Exercise prompt: Gather from the listing below each line that includes the word "DeferredFromEncodedData", and copy it.

Data for processing:
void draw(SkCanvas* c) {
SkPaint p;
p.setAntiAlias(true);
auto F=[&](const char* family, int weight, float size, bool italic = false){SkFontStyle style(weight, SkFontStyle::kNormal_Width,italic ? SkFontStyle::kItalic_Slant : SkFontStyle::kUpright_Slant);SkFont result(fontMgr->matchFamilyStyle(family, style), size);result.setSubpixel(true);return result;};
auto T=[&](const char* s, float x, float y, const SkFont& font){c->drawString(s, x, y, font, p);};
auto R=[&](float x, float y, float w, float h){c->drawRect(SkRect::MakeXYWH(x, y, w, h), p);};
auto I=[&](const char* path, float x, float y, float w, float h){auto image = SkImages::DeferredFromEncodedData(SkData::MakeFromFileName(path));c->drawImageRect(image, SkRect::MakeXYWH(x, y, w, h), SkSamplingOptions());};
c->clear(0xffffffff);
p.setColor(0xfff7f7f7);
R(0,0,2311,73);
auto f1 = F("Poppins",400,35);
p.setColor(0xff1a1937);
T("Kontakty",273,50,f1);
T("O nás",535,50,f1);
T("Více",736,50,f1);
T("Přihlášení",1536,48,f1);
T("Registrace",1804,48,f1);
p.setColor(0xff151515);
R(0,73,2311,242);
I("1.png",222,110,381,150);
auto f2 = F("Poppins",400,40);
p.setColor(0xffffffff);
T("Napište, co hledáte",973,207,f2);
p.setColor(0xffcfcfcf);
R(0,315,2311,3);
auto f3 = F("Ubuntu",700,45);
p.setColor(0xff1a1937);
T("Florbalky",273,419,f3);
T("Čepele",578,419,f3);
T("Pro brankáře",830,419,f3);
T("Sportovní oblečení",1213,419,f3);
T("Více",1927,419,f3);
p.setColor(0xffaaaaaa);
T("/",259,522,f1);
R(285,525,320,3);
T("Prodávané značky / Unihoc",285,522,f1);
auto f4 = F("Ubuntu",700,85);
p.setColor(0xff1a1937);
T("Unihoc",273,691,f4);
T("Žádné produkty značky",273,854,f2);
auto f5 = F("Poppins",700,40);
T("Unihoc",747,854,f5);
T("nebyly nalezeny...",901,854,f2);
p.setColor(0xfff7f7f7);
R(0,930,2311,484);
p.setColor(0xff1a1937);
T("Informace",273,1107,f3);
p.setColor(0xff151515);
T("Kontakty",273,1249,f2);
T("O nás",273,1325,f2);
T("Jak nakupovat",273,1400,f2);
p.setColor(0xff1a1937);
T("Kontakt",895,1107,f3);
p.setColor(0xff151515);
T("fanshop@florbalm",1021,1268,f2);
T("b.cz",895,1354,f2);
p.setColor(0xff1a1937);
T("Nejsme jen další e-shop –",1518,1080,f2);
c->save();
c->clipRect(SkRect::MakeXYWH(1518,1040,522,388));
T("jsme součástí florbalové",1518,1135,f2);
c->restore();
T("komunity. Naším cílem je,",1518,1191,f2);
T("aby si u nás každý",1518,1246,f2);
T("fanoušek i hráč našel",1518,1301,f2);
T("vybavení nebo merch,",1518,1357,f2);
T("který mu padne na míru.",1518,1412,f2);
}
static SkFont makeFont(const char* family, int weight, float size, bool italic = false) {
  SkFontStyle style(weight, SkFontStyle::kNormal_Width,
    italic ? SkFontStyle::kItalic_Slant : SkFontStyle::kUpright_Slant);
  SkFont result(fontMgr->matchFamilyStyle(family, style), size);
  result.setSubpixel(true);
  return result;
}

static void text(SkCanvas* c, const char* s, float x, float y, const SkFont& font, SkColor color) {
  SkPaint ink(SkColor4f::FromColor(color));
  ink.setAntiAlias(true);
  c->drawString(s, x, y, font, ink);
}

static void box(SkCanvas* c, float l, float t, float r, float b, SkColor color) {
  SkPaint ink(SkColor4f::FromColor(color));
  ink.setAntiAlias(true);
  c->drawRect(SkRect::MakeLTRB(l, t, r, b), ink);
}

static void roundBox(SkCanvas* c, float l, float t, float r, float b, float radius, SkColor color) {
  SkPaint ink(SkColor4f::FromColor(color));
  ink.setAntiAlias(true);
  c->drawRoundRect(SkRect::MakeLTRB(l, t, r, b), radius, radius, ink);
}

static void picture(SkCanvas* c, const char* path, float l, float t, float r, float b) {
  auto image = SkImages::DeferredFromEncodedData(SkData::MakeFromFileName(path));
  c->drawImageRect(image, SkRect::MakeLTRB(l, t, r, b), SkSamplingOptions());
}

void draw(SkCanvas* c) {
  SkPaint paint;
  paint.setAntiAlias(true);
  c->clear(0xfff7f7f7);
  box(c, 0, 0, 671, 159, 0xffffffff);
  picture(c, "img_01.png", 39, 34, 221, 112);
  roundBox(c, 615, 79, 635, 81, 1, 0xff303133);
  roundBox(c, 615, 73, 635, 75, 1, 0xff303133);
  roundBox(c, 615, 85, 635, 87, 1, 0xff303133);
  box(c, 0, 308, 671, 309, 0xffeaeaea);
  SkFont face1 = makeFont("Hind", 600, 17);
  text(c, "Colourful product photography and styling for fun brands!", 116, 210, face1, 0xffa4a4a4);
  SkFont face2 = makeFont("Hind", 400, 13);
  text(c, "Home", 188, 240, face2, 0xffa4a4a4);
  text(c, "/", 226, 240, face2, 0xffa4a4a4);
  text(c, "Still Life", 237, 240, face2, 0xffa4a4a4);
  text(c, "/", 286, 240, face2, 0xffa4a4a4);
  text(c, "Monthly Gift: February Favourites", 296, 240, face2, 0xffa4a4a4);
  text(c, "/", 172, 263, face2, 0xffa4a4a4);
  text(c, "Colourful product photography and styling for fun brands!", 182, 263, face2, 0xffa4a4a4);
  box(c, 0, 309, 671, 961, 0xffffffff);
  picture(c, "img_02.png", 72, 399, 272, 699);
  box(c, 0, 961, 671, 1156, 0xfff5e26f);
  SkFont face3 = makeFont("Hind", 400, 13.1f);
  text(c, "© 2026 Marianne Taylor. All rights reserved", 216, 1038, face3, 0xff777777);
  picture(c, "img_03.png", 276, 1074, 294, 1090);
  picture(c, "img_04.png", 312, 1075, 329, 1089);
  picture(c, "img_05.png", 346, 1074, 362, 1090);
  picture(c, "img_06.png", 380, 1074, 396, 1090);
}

Response area:
auto I=[&](const char* path, float x, float y, float w, float h){auto image = SkImages::DeferredFromEncodedData(SkData::MakeFromFileName(path));c->drawImageRect(image, SkRect::MakeXYWH(x, y, w, h), SkSamplingOptions());};
  auto image = SkImages::DeferredFromEncodedData(SkData::MakeFromFileName(path));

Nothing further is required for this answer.